The two basic operations of tmem are "put" and "get". If the kernel wishes to save a chunk of data in tmem, it uses the "put" operation, providing a pool id, a handle, and the location of the data; if the put returns success, tmem has copied the data. If the kernel wishes to retrieve data, it uses the "get" operation and provides the pool id, the handle, and a location for tmem to place the data; if the get succeeds, on return, the data will be present at the specified location. Note that, unlike I/O, the copying performed by tmem is fully synchronous. As a result, arbitrary locks can (and, to avoid races, often should!) be held by the caller.

There are two basic pool types: ephemeral and persistent. Pages successfully put to an ephemeral pool may or may not be present later when the kernel uses a subsequent get with a matching handle. Pages successfully put to a persistent pool are guaranteed to be present for a subsequent get. (Additionally, a pool may be "shared" or "private".)

The kernel is responsible for maintaining coherency between tmem and the kernel's own data, and tmem has two types of "flush" operations to assist with this: To disassociate a handle from any tmem data, the kernel uses a "flush" operation. To disassociate all chunks of data in an object, the kernel uses a "flush object" operation. After a flush, subsequent gets will fail. A get on an (unshared) ephemeral pool is destructive, i.e. implies a flush; otherwise, the get is non-destructive and an explicit flush is required. (There are two additional coherency guarantees that are described in Appendix B.)

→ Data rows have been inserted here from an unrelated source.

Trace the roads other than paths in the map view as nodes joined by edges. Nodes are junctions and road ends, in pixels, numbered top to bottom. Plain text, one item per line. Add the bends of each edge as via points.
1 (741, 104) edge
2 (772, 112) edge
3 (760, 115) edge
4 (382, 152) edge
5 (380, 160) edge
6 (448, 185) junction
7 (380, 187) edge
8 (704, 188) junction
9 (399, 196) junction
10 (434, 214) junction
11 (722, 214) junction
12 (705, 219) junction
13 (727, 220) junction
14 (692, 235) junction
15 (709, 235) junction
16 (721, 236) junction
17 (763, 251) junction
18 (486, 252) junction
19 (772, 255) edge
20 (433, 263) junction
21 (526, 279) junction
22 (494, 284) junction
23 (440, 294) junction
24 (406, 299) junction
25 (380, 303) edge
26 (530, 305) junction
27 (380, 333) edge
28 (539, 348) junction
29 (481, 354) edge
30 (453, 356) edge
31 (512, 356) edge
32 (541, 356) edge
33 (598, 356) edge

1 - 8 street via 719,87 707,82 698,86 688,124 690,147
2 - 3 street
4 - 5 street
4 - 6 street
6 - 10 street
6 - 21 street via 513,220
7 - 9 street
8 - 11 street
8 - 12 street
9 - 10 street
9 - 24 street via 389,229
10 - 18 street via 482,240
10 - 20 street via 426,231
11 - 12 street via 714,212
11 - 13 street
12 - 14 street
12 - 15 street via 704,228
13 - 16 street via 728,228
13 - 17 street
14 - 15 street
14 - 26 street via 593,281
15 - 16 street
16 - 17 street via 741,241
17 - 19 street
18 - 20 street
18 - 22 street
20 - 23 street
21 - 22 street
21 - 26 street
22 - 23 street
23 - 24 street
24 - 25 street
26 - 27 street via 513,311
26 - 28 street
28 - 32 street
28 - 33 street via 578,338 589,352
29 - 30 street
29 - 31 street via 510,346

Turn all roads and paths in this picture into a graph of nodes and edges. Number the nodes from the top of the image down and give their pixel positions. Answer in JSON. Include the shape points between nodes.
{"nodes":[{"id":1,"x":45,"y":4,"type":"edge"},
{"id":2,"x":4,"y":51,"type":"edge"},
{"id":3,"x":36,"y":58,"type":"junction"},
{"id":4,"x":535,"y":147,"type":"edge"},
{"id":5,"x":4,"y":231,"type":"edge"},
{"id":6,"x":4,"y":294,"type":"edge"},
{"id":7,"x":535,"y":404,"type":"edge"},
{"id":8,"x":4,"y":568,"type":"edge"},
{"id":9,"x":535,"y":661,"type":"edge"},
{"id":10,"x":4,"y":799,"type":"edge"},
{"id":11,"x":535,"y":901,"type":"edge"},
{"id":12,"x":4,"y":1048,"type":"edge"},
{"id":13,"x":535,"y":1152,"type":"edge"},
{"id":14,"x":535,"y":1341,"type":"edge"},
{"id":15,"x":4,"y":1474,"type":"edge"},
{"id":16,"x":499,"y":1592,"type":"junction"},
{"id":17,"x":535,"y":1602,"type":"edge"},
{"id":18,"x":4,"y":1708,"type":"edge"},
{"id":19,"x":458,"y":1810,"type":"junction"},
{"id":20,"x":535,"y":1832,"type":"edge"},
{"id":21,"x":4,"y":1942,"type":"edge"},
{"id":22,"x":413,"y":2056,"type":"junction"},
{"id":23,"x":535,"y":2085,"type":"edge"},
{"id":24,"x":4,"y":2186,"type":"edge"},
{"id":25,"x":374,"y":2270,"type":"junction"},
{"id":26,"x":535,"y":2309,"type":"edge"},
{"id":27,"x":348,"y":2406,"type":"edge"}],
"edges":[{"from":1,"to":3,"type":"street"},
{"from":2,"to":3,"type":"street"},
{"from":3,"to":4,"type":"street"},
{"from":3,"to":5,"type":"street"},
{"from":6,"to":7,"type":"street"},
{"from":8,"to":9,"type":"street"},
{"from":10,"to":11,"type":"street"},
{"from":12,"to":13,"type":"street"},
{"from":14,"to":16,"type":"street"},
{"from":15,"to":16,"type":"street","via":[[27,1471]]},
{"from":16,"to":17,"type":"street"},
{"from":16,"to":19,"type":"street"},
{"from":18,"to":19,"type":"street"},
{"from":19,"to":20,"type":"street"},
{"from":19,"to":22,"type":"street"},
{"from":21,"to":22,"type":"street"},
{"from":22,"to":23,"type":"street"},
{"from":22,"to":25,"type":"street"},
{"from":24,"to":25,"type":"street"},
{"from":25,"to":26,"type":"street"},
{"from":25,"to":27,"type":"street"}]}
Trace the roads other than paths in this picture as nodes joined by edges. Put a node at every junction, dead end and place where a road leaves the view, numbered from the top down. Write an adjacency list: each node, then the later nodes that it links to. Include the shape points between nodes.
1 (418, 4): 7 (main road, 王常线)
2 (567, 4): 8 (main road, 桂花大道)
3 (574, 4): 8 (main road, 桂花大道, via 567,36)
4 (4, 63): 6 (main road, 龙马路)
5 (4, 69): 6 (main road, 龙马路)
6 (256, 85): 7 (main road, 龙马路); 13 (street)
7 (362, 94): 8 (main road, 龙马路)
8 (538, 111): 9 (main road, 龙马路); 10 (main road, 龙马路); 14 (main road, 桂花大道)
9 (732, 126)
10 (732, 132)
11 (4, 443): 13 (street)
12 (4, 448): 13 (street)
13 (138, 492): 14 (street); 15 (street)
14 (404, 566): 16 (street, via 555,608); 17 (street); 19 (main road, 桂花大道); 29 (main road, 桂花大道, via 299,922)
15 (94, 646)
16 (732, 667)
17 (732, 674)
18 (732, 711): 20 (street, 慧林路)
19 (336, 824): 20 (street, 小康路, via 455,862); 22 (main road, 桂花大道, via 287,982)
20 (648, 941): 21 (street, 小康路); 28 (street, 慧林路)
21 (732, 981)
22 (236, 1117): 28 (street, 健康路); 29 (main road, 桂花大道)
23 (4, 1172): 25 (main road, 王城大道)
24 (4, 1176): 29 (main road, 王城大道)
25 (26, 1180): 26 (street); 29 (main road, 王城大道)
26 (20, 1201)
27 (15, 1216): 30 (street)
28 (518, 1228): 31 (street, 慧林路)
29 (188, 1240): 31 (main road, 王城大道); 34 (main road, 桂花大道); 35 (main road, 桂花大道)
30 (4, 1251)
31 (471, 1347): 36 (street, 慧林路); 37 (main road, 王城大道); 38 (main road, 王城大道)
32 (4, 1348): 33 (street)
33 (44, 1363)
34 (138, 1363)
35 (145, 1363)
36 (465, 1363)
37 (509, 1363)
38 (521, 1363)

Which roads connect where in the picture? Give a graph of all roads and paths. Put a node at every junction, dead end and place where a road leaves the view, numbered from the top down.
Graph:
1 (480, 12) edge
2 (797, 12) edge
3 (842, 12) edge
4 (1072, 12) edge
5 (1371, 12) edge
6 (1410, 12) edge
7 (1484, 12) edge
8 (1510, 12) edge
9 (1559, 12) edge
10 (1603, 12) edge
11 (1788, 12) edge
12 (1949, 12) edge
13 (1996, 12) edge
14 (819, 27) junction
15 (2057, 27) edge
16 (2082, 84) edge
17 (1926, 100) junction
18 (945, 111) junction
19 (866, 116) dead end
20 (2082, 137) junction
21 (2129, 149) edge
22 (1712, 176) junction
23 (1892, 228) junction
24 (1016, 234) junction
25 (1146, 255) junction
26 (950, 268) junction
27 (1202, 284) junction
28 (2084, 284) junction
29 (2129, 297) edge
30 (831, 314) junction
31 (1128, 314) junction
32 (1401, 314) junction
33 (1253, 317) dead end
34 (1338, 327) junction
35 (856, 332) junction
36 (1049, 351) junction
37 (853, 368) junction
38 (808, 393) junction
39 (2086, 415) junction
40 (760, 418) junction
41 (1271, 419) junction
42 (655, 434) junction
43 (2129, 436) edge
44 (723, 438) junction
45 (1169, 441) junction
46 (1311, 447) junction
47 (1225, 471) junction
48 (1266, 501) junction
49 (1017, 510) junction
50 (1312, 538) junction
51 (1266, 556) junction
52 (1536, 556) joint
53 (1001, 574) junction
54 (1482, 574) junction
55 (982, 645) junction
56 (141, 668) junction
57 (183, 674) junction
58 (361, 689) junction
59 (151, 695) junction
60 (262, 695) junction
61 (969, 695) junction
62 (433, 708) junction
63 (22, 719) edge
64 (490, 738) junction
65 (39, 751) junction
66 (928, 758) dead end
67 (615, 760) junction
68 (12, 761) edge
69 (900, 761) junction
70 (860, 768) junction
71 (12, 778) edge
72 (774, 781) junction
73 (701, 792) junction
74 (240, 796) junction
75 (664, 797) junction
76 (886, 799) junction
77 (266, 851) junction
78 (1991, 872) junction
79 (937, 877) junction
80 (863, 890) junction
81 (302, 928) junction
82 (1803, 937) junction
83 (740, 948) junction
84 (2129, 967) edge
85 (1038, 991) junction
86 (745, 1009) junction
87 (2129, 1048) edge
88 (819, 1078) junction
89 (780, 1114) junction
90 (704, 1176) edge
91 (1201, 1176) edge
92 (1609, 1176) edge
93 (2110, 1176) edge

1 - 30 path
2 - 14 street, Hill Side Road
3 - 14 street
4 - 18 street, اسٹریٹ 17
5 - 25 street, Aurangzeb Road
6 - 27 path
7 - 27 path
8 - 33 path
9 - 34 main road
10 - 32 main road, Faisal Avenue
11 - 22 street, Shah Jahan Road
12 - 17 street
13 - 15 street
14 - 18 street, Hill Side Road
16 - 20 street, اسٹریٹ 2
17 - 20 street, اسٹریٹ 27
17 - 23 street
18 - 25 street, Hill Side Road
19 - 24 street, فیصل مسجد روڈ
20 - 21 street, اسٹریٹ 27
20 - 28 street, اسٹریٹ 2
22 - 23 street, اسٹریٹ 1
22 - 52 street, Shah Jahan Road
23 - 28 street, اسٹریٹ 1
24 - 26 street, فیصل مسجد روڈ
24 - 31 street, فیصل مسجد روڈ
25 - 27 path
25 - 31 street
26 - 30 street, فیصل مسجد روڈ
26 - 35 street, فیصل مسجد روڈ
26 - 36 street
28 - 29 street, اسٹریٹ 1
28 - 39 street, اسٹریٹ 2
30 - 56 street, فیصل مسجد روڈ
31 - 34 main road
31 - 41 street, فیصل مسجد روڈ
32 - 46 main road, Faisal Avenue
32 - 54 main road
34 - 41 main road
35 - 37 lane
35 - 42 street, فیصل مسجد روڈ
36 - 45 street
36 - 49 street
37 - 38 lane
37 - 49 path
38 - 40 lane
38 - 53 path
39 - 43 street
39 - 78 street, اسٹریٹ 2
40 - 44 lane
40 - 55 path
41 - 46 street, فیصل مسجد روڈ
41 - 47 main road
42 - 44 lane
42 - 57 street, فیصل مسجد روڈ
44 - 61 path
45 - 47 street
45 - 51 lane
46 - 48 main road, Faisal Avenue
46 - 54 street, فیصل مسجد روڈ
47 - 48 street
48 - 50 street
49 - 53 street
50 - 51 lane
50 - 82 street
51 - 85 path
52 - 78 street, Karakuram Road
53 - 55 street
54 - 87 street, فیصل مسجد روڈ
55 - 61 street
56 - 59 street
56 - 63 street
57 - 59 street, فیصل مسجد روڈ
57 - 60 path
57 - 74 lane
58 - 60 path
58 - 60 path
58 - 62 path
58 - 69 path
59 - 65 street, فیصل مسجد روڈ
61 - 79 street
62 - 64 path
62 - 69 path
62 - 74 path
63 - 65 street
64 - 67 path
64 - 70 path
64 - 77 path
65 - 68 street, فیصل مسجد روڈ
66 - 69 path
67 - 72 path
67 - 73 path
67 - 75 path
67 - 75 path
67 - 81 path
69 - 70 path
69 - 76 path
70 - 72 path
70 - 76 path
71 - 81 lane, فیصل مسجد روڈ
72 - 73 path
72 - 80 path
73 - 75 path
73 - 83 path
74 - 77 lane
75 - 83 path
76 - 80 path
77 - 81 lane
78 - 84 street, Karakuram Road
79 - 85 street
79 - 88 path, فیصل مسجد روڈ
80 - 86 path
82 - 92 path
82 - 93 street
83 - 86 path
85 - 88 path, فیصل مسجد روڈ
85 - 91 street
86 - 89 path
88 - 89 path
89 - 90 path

3: Transcendent memory frontends: frontswap and cleancache

While other frontends are possible, the two existing tmem frontends, frontswap and cleancache, cover two of the primary types of kernel memory that are sensitive to memory pressure. These two frontends are complementary: cleancache handles (clean) mapped pages that would otherwise be reclaimed by the kernel; frontswap handles (dirty) anonymous pages that would otherwise be swapped out by the kernel. When a successful cleancache_get happens, a disk read has been avoided. When a successful frontswap_put (or get) happens, a swap device write (or read) had been avoided. Together, assuming tmem is significantly faster than disk paging/swapping, substantial performance gains may be obtained in a memory-constrained environment.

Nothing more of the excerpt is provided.